Quayside was supposed to be Sidewalk Labs first major “smart city” environment, “The most innovative place in the world that can set a new standard for urban life in the 21st century,” according to Doctoroff in a foreword to the developmental proposal. Included in the plans were heated footpaths that kept an eye on changing weather, fleets of self-driving vehicles, autonomous garbage collection, a digital building code system to enforce zoning regulations, and digital sensors for everything right down to park bench usage. According to Information Age, “Underpinning all 1,500 pages of Sidewalk’s proposal was the kind of immense data collection and analysis regime you would expect from Google.” This turned out to be an early and lasting problem as engineers proceeded apparently unaware of the toxicity of embedding sensors everywhere in a culture that values individual privacy.

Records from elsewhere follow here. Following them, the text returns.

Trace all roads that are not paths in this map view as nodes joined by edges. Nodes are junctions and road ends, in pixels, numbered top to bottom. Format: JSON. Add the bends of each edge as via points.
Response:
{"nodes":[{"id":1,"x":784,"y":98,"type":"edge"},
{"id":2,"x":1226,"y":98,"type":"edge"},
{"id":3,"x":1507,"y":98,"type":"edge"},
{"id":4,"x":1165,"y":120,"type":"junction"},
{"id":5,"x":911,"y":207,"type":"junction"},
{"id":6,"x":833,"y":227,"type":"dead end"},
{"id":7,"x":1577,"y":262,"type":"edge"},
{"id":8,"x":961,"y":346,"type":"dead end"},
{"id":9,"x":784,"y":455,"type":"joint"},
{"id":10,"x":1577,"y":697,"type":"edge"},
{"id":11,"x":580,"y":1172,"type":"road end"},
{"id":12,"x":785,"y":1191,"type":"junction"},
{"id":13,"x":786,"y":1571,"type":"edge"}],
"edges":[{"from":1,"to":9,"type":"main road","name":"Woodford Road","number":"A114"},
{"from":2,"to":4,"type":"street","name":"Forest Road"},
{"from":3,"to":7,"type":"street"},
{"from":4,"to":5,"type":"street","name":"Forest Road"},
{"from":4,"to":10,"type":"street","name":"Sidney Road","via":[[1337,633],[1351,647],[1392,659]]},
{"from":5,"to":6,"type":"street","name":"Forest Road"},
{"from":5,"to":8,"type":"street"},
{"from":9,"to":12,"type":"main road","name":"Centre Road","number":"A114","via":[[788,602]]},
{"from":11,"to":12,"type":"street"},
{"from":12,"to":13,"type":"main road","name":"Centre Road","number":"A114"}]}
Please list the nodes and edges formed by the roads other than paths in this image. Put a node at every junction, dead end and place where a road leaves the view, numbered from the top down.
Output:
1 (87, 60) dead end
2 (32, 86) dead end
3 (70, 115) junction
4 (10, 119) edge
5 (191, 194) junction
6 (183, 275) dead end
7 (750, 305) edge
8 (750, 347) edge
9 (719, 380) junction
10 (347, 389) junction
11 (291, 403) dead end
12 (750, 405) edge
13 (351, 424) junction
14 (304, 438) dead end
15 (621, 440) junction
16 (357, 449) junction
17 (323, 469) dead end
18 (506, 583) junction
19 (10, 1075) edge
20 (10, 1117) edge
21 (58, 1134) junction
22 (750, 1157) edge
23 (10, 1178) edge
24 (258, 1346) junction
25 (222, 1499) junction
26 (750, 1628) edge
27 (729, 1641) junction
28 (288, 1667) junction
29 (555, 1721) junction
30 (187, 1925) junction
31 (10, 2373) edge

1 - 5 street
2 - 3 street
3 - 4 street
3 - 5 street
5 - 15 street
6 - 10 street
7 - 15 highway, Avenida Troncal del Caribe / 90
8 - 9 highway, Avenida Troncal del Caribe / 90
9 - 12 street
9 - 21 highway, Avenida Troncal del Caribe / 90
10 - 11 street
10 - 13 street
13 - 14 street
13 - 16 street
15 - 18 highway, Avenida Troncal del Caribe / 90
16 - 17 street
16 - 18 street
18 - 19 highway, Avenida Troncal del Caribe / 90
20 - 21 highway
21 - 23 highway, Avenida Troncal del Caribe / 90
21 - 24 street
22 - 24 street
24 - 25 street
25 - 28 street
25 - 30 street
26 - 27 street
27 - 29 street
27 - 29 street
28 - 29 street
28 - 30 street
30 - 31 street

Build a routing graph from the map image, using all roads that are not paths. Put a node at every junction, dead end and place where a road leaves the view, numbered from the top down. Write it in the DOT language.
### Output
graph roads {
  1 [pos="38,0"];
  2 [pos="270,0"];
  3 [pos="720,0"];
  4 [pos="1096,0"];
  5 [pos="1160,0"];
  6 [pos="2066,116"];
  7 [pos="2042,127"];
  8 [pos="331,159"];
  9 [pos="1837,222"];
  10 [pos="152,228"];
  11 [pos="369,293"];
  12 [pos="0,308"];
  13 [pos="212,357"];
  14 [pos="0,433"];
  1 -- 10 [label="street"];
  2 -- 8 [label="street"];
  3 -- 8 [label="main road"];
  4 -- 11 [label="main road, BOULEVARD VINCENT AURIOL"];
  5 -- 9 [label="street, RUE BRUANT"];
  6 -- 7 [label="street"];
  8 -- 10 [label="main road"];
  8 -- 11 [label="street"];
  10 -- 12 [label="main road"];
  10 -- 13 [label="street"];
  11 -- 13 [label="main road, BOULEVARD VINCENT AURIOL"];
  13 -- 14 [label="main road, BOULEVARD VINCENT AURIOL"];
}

Writing in MIT’s Technology Review, Karrie Jacobs sums up, “The project’s tech-first approach antagonized many; its seeming lack of seriousness about the privacy concerns of Torontonians was likely the main cause of its demise. There is far less tolerance in Canada than in the US for private-sector control of public streets and transportation, or for companies’ collecting data on the routine activities of people living their lives.”

John Lorinc, a Toronto-based journalist and senior editor of Spacing Magazine points to other problems with smart city governance that accompanied Sidewalk’s master development plan (MDIP). The “summary of management entities” part of the plan lists five new bodies “that will wield non-trivial governance, operating, and revenue-gathering authority in Quayside.” Sidewalk also pitched a “public administrator” with substantial authority in the district over advanced systems that comprise the hydro grid, a district heating operation, and other municipal tasks related to waste and stormwater management. “Taken together, these proposals reveal the company’s desire to push back the City of Toronto’s ability to plan, build, finance, and manage the proposed growth in [other] waterfront precincts.”

RESHAPING A CITY

The other approach to creating a “smart city” involves working with the existing resources and governance structures to improve what already exists. Forrester’s description of this kind of smart city involves a more cooperative effort, and “the use of Smart Computing technologies to make the critical infrastructure components and services of a city—which include city administration, education, healthcare, public safety, real estate, transportation, and utilities—more intelligent, interconnected, and efficient.” The tools for this smart computing include a new generation of “integrated hardware, software, network technologies that provide IT systems with real-time awareness of the real world, and advanced analytics to help people make more intelligent decisions about alternatives and actions that will optimize business balance sheet results.”

This kind of effort is happening around the world with serious efforts tailored to individual city cultures. The Economist ranks the top-performing digital cities in 2022 across four pillars: connectivity, services, culture, and sustainability. The ranking of the top 10 include:

  1. Copenhagen 81.5
  2. Amsterdam 74.6
  3. Beijing 73.7
  4. London 73.6
  5. Seoul 73.6
  6. New York 73.3
  7. Sydney 72.6
  8. Singapore 71.4
  9. Washington DC 71.4
  10. Paris 70.2

Toronto made the eleventh position, tied with Zurich at 70.1. The Economist’s white paper Digital Cities Index 2022 shows the ranking of 30 global cities.

As the world population continues to relocate in the 21st Century, city planners, executives, and technologists need to make the adjustments necessary to “set a new standard for urban life in the 21st century” by making their cities smarter.